Excerpts from a dataset:
/---
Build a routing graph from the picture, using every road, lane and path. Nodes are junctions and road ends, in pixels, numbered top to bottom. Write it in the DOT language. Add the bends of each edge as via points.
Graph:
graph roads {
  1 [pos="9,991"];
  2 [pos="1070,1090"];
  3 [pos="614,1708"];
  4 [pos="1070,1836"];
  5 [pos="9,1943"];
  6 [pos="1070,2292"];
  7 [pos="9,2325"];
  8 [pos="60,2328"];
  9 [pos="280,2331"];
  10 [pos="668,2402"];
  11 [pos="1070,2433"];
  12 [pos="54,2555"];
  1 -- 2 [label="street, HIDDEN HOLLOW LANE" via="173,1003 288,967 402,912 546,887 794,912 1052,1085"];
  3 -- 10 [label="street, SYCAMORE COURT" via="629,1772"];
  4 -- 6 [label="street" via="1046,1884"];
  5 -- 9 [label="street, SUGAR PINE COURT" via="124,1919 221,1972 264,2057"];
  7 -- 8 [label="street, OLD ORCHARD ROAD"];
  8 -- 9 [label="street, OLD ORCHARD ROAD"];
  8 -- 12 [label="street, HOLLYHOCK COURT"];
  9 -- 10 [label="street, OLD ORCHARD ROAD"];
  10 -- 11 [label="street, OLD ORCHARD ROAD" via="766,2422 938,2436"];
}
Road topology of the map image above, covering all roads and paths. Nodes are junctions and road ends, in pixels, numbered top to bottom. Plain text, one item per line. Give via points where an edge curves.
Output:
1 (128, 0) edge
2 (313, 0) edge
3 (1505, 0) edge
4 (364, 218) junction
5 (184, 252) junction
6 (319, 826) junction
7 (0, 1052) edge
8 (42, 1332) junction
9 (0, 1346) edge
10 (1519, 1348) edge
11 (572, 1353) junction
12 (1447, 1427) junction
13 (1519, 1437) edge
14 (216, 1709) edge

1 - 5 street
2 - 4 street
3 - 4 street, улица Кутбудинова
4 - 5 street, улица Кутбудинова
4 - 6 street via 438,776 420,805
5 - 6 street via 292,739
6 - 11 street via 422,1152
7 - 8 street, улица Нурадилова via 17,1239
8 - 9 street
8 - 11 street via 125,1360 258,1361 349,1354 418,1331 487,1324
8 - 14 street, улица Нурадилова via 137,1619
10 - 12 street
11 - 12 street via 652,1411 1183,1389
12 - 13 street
\---
• WORK TO COMPLETE
Lines in the entries above that hold "Nodes" should be counted; give only that count.

• TASK RESULT
2